(The records Opens)
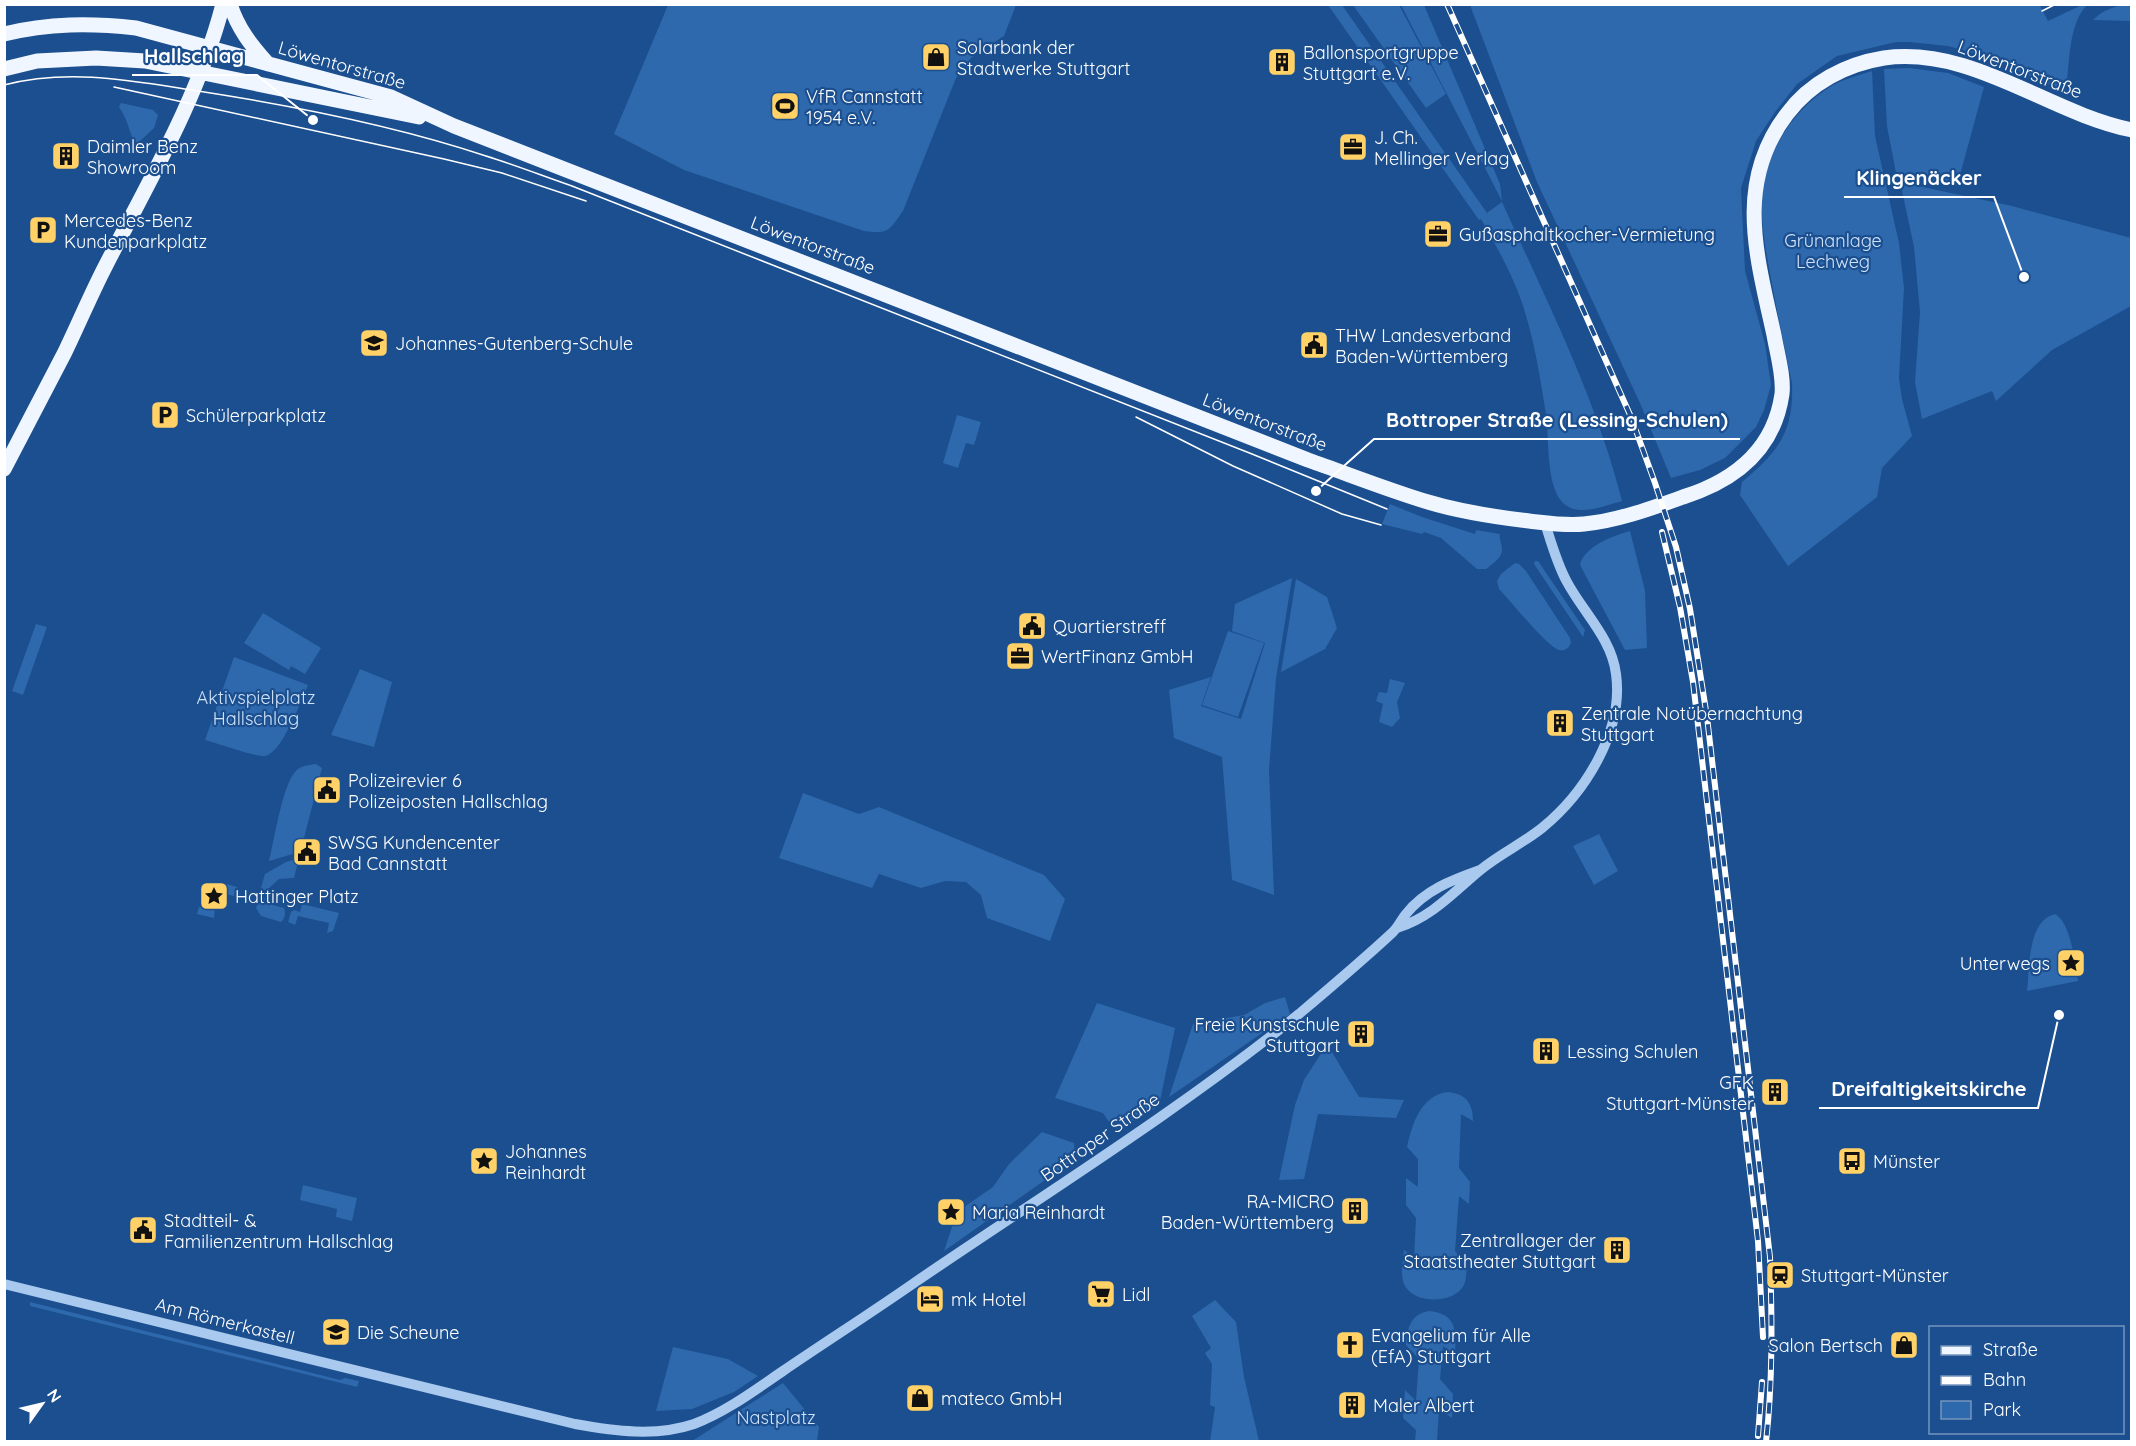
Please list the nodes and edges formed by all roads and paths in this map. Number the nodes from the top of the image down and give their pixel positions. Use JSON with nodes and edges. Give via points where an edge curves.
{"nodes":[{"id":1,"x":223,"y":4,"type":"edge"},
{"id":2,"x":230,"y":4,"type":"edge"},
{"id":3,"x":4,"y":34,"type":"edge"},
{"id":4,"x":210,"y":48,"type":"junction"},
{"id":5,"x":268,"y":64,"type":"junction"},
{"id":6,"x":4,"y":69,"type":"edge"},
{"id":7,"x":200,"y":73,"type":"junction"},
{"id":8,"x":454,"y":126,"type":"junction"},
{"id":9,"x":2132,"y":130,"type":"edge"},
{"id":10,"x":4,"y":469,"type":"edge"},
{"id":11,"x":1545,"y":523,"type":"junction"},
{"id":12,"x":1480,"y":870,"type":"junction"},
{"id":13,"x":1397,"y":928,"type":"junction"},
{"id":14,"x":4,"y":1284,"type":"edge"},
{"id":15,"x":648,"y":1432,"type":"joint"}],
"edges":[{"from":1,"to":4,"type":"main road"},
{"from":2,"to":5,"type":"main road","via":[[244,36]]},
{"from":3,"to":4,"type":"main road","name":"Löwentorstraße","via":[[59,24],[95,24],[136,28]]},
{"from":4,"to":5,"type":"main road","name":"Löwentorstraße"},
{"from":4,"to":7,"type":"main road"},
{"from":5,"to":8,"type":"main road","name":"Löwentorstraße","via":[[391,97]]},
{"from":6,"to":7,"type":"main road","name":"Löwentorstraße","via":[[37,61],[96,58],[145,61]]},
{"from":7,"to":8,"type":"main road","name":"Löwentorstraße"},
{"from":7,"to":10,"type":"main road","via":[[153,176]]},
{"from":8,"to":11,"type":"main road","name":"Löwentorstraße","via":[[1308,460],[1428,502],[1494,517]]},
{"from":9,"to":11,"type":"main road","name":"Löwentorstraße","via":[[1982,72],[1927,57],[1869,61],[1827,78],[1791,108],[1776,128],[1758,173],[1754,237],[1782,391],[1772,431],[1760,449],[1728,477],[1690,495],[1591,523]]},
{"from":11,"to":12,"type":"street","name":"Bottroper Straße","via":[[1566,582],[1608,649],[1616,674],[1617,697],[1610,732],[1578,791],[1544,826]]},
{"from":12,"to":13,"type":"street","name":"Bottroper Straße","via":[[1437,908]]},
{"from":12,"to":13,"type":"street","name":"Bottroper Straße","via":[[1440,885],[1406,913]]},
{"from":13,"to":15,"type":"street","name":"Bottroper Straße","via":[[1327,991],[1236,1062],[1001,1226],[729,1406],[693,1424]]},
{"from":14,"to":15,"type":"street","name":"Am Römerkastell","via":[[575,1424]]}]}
(The records Closes)
- **About this exercise**
Retype the lines above exactly, no pictures.

- **Reply to the exercise**
Please list the nodes and edges formed by all roads and paths in this map. Number the nodes from the top of the image down and give their pixel positions. Use JSON with nodes and edges. Give via points where an edge curves.
{"nodes":[{"id":1,"x":223,"y":4,"type":"edge"},
{"id":2,"x":230,"y":4,"type":"edge"},
{"id":3,"x":4,"y":34,"type":"edge"},
{"id":4,"x":210,"y":48,"type":"junction"},
{"id":5,"x":268,"y":64,"type":"junction"},
{"id":6,"x":4,"y":69,"type":"edge"},
{"id":7,"x":200,"y":73,"type":"junction"},
{"id":8,"x":454,"y":126,"type":"junction"},
{"id":9,"x":2132,"y":130,"type":"edge"},
{"id":10,"x":4,"y":469,"type":"edge"},
{"id":11,"x":1545,"y":523,"type":"junction"},
{"id":12,"x":1480,"y":870,"type":"junction"},
{"id":13,"x":1397,"y":928,"type":"junction"},
{"id":14,"x":4,"y":1284,"type":"edge"},
{"id":15,"x":648,"y":1432,"type":"joint"}],
"edges":[{"from":1,"to":4,"type":"main road"},
{"from":2,"to":5,"type":"main road","via":[[244,36]]},
{"from":3,"to":4,"type":"main road","name":"Löwentorstraße","via":[[59,24],[95,24],[136,28]]},
{"from":4,"to":5,"type":"main road","name":"Löwentorstraße"},
{"from":4,"to":7,"type":"main road"},
{"from":5,"to":8,"type":"main road","name":"Löwentorstraße","via":[[391,97]]},
{"from":6,"to":7,"type":"main road","name":"Löwentorstraße","via":[[37,61],[96,58],[145,61]]},
{"from":7,"to":8,"type":"main road","name":"Löwentorstraße"},
{"from":7,"to":10,"type":"main road","via":[[153,176]]},
{"from":8,"to":11,"type":"main road","name":"Löwentorstraße","via":[[1308,460],[1428,502],[1494,517]]},
{"from":9,"to":11,"type":"main road","name":"Löwentorstraße","via":[[1982,72],[1927,57],[1869,61],[1827,78],[1791,108],[1776,128],[1758,173],[1754,237],[1782,391],[1772,431],[1760,449],[1728,477],[1690,495],[1591,523]]},
{"from":11,"to":12,"type":"street","name":"Bottroper Straße","via":[[1566,582],[1608,649],[1616,674],[1617,697],[1610,732],[1578,791],[1544,826]]},
{"from":12,"to":13,"type":"street","name":"Bottroper Straße","via":[[1437,908]]},
{"from":12,"to":13,"type":"street","name":"Bottroper Straße","via":[[1440,885],[1406,913]]},
{"from":13,"to":15,"type":"street","name":"Bottroper Straße","via":[[1327,991],[1236,1062],[1001,1226],[729,1406],[693,1424]]},
{"from":14,"to":15,"type":"street","name":"Am Römerkastell","via":[[575,1424]]}]}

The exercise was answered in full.